Born in Mainz, Johannes Krahn studied architecture from 1923 to 1927 at the Technische Lehranstalten Offenbach. He continued his studies 1927 to 1928 at the Kölner Werkschulen as Meisterschüler of Dominikus Böhm, who interested him in building churches. Krahn worked with Rudolf Schwarz from 1928 to 1940. He graduated as a civil engineer at the RWTH Aachen University.
In Frankfurt he was in charge of the rebuilding after World War II of the Paulskirche, starting in 1947, later he was on the team to rebuild the Städel. In 1950 he built the French Embassy in Bad Godesberg. In 1954 he completed at the Konstablerwache in Frankfurt the early skyscraper Bienenkorbhaus (Beehive House).

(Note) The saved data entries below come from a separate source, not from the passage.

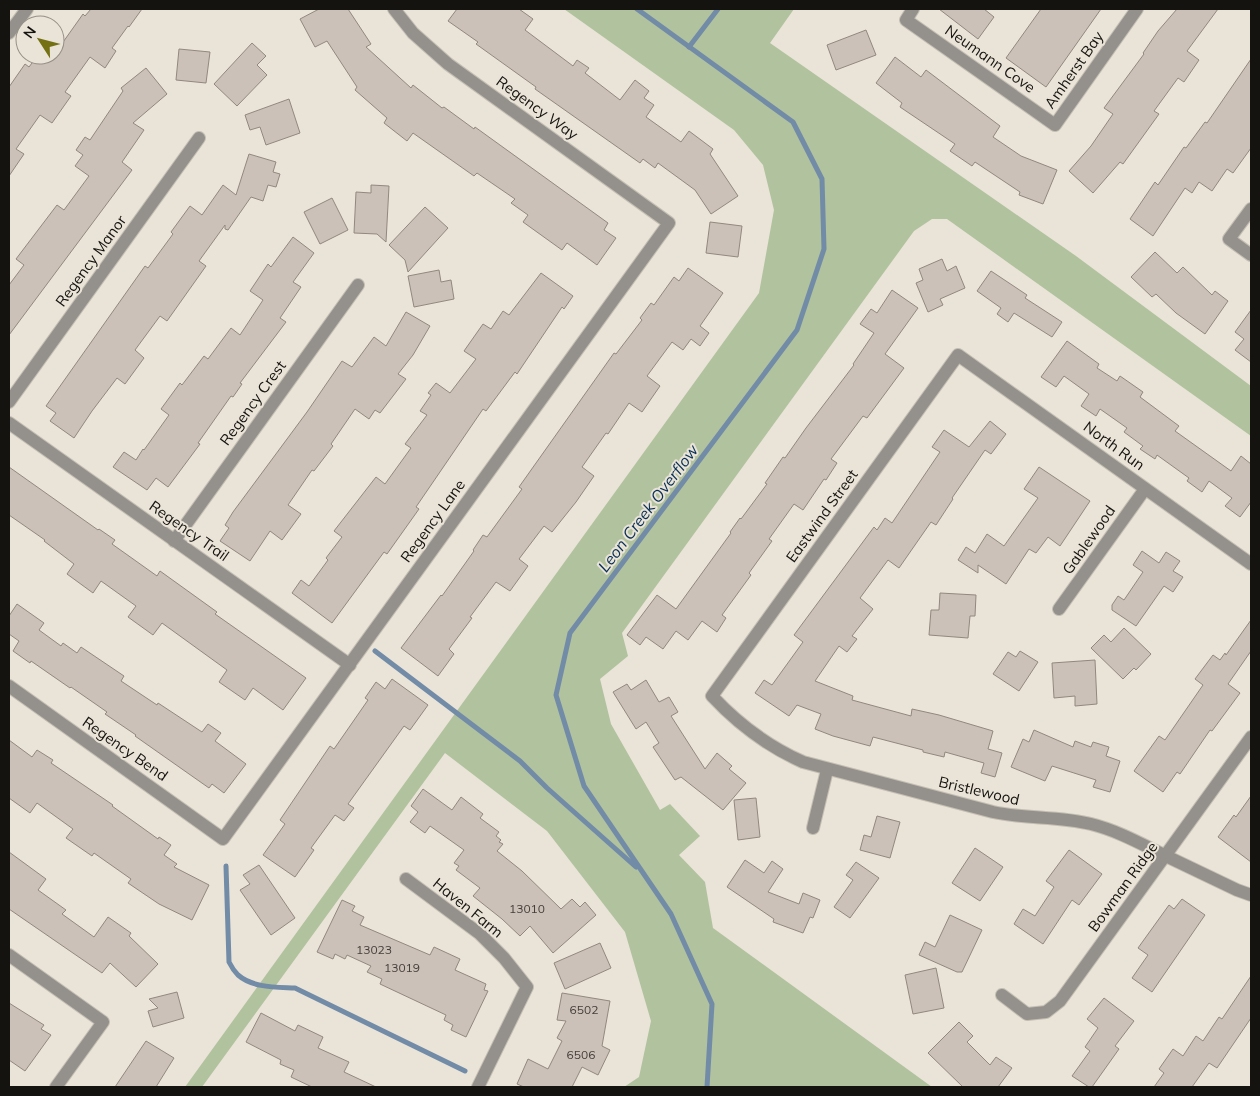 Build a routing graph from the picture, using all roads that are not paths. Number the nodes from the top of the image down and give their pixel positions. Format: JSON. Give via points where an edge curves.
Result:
{"nodes":[{"id":1,"x":27,"y":9,"type":"edge"},
{"id":2,"x":394,"y":9,"type":"edge"},
{"id":3,"x":913,"y":9,"type":"edge"},
{"id":4,"x":1137,"y":9,"type":"edge"},
{"id":5,"x":9,"y":33,"type":"edge"},
{"id":6,"x":1055,"y":125,"type":"joint"},
{"id":7,"x":199,"y":138,"type":"dead end"},
{"id":8,"x":1251,"y":209,"type":"edge"},
{"id":9,"x":669,"y":222,"type":"joint"},
{"id":10,"x":1251,"y":255,"type":"edge"},
{"id":11,"x":358,"y":286,"type":"dead end"},
{"id":12,"x":958,"y":355,"type":"joint"},
{"id":13,"x":9,"y":402,"type":"edge"},
{"id":14,"x":9,"y":424,"type":"edge"},
{"id":15,"x":1146,"y":489,"type":"junction"},
{"id":16,"x":174,"y":540,"type":"junction"},
{"id":17,"x":1251,"y":564,"type":"edge"},
{"id":18,"x":1059,"y":609,"type":"dead end"},
{"id":19,"x":350,"y":665,"type":"junction"},
{"id":20,"x":9,"y":686,"type":"edge"},
{"id":21,"x":712,"y":696,"type":"joint"},
{"id":22,"x":1251,"y":737,"type":"edge"},
{"id":23,"x":828,"y":770,"type":"junction"},
{"id":24,"x":813,"y":828,"type":"dead end"},
{"id":25,"x":223,"y":839,"type":"joint"},
{"id":26,"x":1166,"y":856,"type":"junction"},
{"id":27,"x":406,"y":879,"type":"dead end"},
{"id":28,"x":1251,"y":895,"type":"edge"},
{"id":29,"x":9,"y":955,"type":"edge"},
{"id":30,"x":1002,"y":995,"type":"dead end"},
{"id":31,"x":56,"y":1087,"type":"edge"},
{"id":32,"x":478,"y":1087,"type":"edge"}],
"edges":[{"from":1,"to":5,"type":"street"},
{"from":2,"to":9,"type":"street","name":"Regency Way","via":[[413,33],[448,64]]},
{"from":3,"to":6,"type":"street","name":"Neumann Cove","via":[[906,20]]},
{"from":4,"to":6,"type":"street","name":"Amherst Bay"},
{"from":7,"to":13,"type":"street","name":"Regency Manor"},
{"from":8,"to":10,"type":"street","via":[[1229,239]]},
{"from":9,"to":19,"type":"street","name":"Regency Lane"},
{"from":11,"to":16,"type":"street","name":"Regency Crest"},
{"from":12,"to":15,"type":"street","name":"North Run"},
{"from":12,"to":21,"type":"street","name":"Eastwind Street"},
{"from":14,"to":16,"type":"street","name":"Regency Trail"},
{"from":15,"to":17,"type":"street","name":"North Run"},
{"from":15,"to":18,"type":"street","name":"Gablewood"},
{"from":16,"to":19,"type":"street","name":"Regency Trail"},
{"from":19,"to":25,"type":"street","name":"Regency Lane"},
{"from":20,"to":25,"type":"street","name":"Regency Bend"},
{"from":21,"to":23,"type":"street","name":"Bristlewood","via":[[739,724],[763,742],[796,759]]},
{"from":22,"to":26,"type":"street","name":"Bowman Ridge"},
{"from":23,"to":24,"type":"street"},
{"from":23,"to":26,"type":"street","name":"Bristlewood","via":[[1015,817],[1089,824],[1132,838]]},
{"from":26,"to":28,"type":"street","name":"Bristlewood"},
{"from":26,"to":30,"type":"street","name":"Bowman Ridge","via":[[1060,1001],[1046,1012],[1027,1014]]},
{"from":27,"to":32,"type":"street","name":"Haven Farm","via":[[480,934],[527,987]]},
{"from":29,"to":31,"type":"street","via":[[103,1022]]}]}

His church building St. Wendel, Frankfurt (1957) has been compared to Le Corbusier in terms of materials and flow of light. In 1962 he built the Klaus-von-der-Flüe Friedenskirche in Wörsdorf In 1965 Krahn created a variation on the interplay of stonemasonry, glass and concrete of St. Wendel in St. Martin, Idstein. In 1966 he built St. Sebastian in Frankfurt. In 1973 he built the City-Hochhaus in Frankfurt, together with Richard Heil.
Among his last projects was in 1974 the design of St. Aegidius in Bonn-Buschdorf, realized after his death by his son Johannes Krahn in the firm Krahn-Lorenz-Sauer, Frankfurt am Main, in 1978 to 1980. He died in Orselina, Switzerland.

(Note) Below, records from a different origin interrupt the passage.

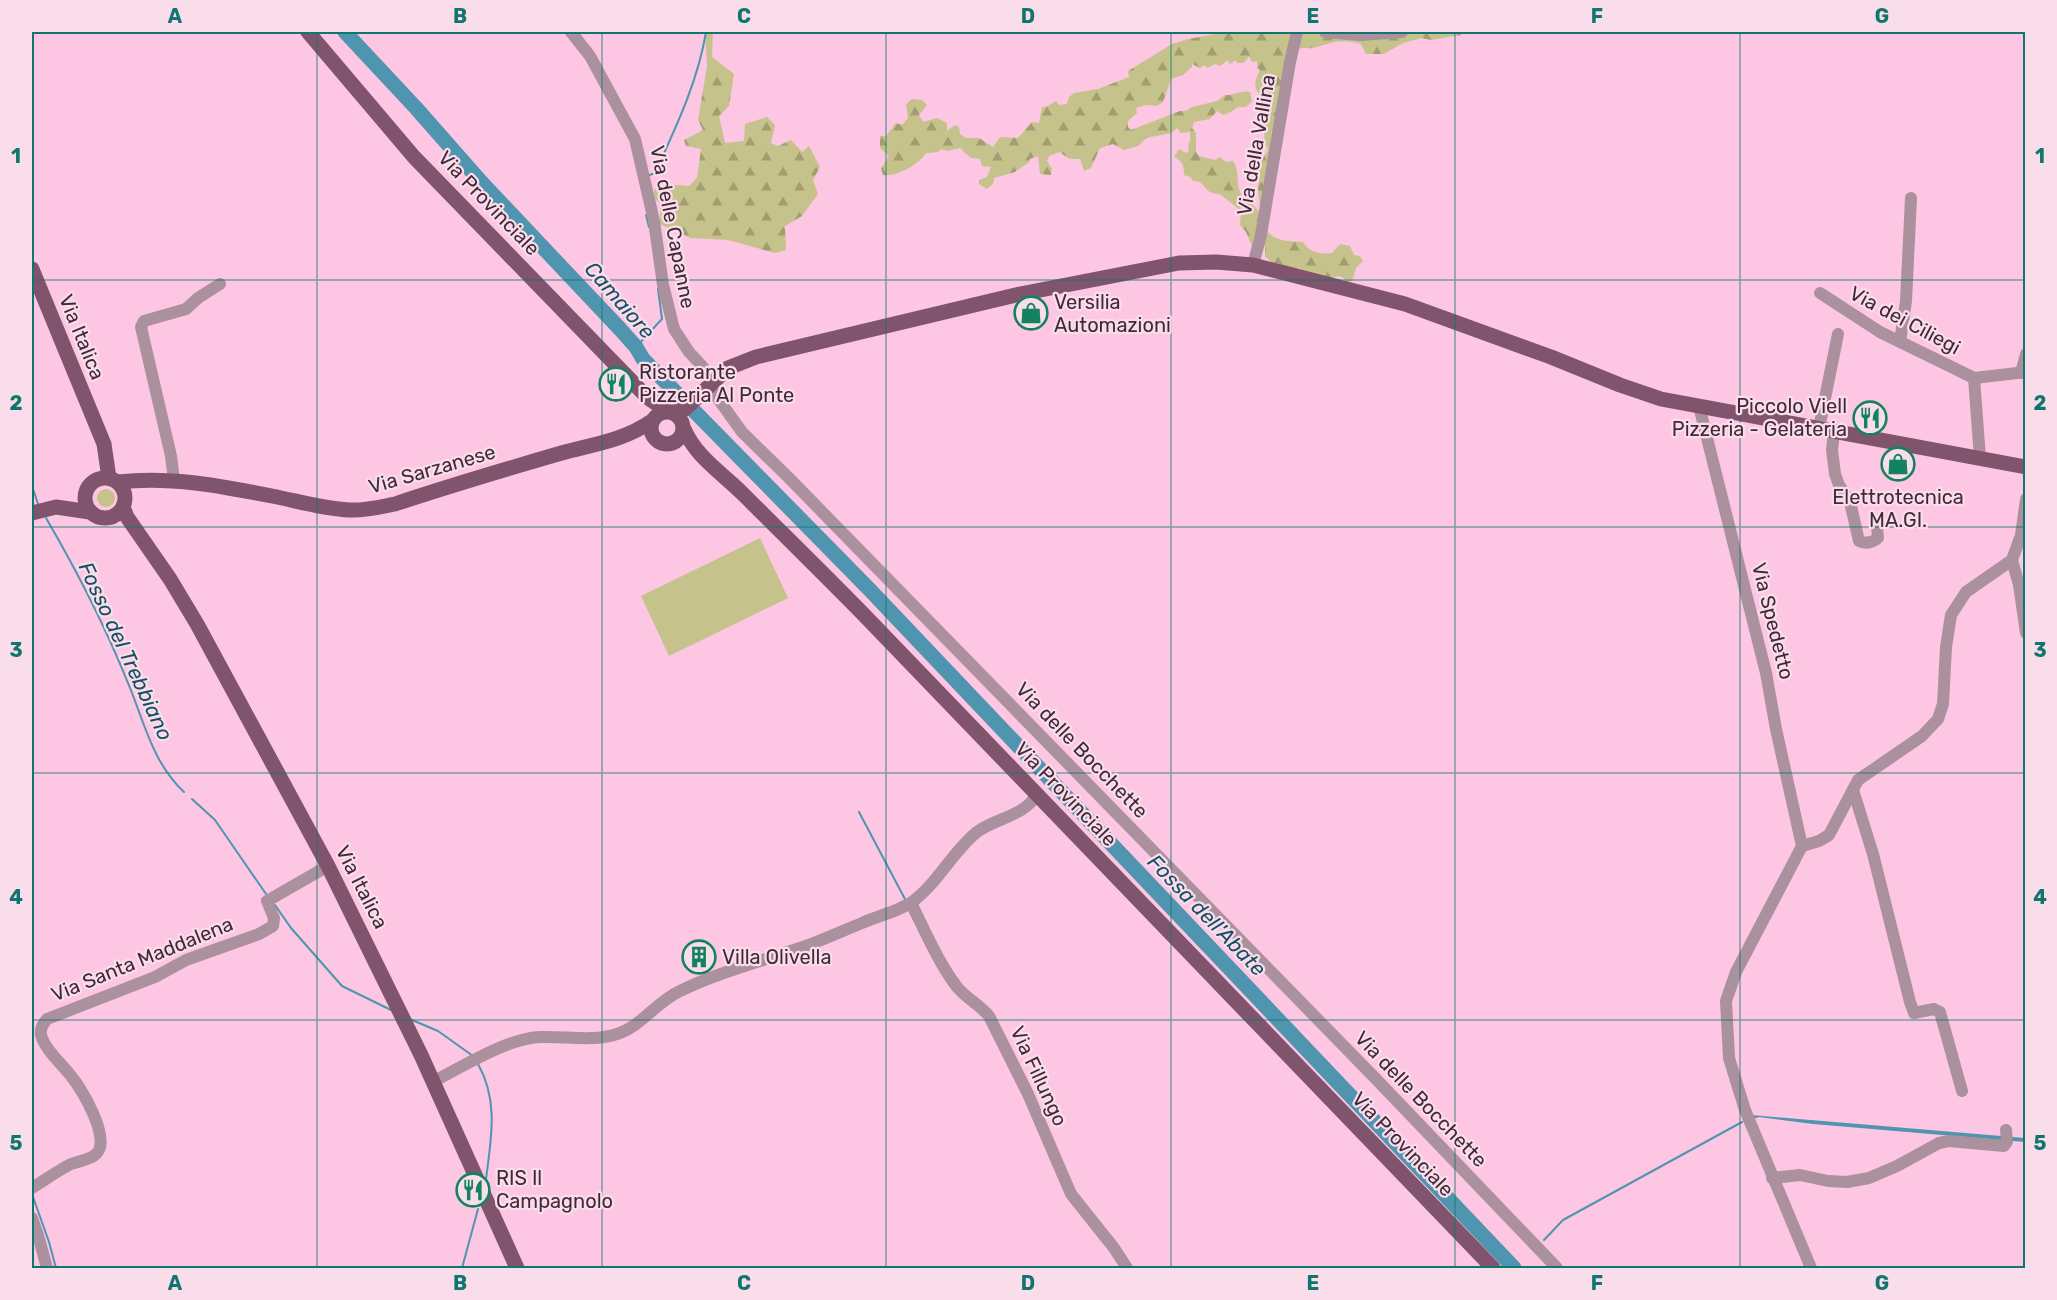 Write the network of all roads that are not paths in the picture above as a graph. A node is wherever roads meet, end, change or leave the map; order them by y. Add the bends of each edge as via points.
1 (308, 32) edge
2 (570, 32) edge
3 (1298, 32) edge
4 (1325, 32) edge
5 (1402, 32) edge
6 (1911, 198) dead end
7 (1253, 265) junction
8 (32, 269) edge
9 (219, 284) dead end
10 (1820, 293) dead end
11 (1838, 334) dead end
12 (1900, 342) junction
13 (2025, 354) edge
14 (2023, 373) edge
15 (1974, 378) junction
16 (710, 385) junction
17 (1700, 406) junction
18 (671, 418) junction
19 (1826, 430) junction
20 (619, 439) junction
21 (663, 443) junction
22 (703, 458) junction
23 (1980, 458) junction
24 (2025, 467) edge
25 (147, 479) junction
26 (107, 480) junction
27 (174, 480) junction
28 (85, 493) junction
29 (2025, 500) edge
30 (124, 504) junction
31 (56, 507) junction
32 (90, 512) junction
33 (32, 513) edge
34 (108, 518) junction
35 (1877, 526) dead end
36 (142, 540) junction
37 (2012, 560) junction
38 (2025, 633) edge
39 (1853, 790) junction
40 (1037, 794) junction
41 (1802, 846) junction
42 (328, 866) junction
43 (911, 903) junction
44 (432, 1082) junction
45 (1962, 1091) dead end
46 (2007, 1135) dead end
47 (1772, 1178) junction
48 (32, 1188) edge
49 (32, 1218) edge
50 (1488, 1268) edge
51 (47, 1269) edge
52 (517, 1269) edge
53 (1127, 1269) edge
54 (1557, 1269) edge
55 (1811, 1269) edge

1 - 18 main road, Via Provinciale via 414,157 647,398
2 - 16 street, Via delle Capanne via 590,56 635,139 674,329 703,367
3 - 7 street, Via della Vallina
4 - 5 street
6 - 12 street
7 - 16 main road via 1179,263 1020,294 746,360 728,368
7 - 17 main road via 1405,304 1620,385 1661,399
8 - 26 main road, Via Italica via 104,444
9 - 27 street via 186,309 144,321 141,327
10 - 12 street, Via dei Ciliegi
11 - 19 street
12 - 15 street, Via dei Ciliegi
13 - 14 street
14 - 15 street
15 - 23 street
16 - 18 main road
16 - 54 street, Via delle Bocchette via 753,444 1352,1054
17 - 19 main road
17 - 41 street, Via Spedetto via 1766,673
18 - 20 main road, Via Sarzanese
18 - 21 main road via 677,441
18 - 21 main road via 652,434
18 - 22 main road, Via Provinciale
19 - 23 main road
19 - 35 street via 1835,474 1850,502 1858,541 1873,542 1878,538
20 - 21 main road, Via Sarzanese
20 - 27 main road, Via Sarzanese via 367,509 342,509
21 - 22 main road, Via Provinciale
22 - 40 main road, Via Provinciale via 742,492
23 - 24 main road
25 - 26 main road, Via Sarzanese
25 - 27 main road, Via Sarzanese
25 - 30 main road via 132,489
26 - 28 main road via 88,486
26 - 30 main road via 124,490
28 - 31 main road
28 - 32 main road
29 - 37 street via 2021,535
30 - 34 main road
30 - 36 main road, Via Italica via 127,517
31 - 32 main road
31 - 33 main road
32 - 34 main road
34 - 36 main road, Via Italica
36 - 42 main road, Via Italica via 197,624
37 - 38 street
37 - 39 street via 1966,592 1951,615 1943,704 1938,719 1922,736 1865,774
39 - 41 street via 1829,835
39 - 45 street via 1910,1002 1914,1012 1940,1012
40 - 43 street via 1027,808 978,832
40 - 50 main road, Via Provinciale
41 - 47 street via 1736,972 1726,1001 1729,1058
42 - 44 main road, Via Italica
42 - 48 street, Via Santa Maddalena via 270,898 273,926 259,934 186,960 155,977 47,1019 41,1026 41,1036 84,1096 102,1142 98,1153
43 - 44 street via 678,992 626,1031 583,1039 524,1039
43 - 53 street, Via Fillungo via 958,989 989,1016 1071,1194
44 - 52 main road, Via Italica
46 - 47 street via 2004,1146 1939,1143 1869,1178 1847,1182 1800,1175
47 - 55 street
49 - 51 street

Krahn was a teacher at the Kunstgewerbeschule Aachen and since 1954 a professor of architecture at the Städelschule Frankfurt. He was the director of the Städelschule from 1965 to 1970. With dedication to detail, he stressed function, construction and material, and refrained from pure ornament.
St. Wendel Chruch is situated in Sachsenhausen, a neighborhood in the south of Frankfurt am Main. The longitudinal hall church has a round apse on its eastern end. It is 42 meters long, 15 meters wide and 16 meters high.
On its north-west corner there is a 34 meters high round bell tower. On the north-east corner there is a small weekday chapel repeating the the floor-plan of the church in a smaller version.
The church walls are made of undressed trachyte stones. The load bearing concrete elements are left visible. Sixteen columns carry the wall panels which are structured by horizontal and vertical strip windows.
The strip windows covered ornamental wired glass are placed on floor level and just under the ceiling, creating the impression of the heavy quarry stone walls floating above the floor. A wide full height ornamental window is situated in the southern facade, just next to the altar.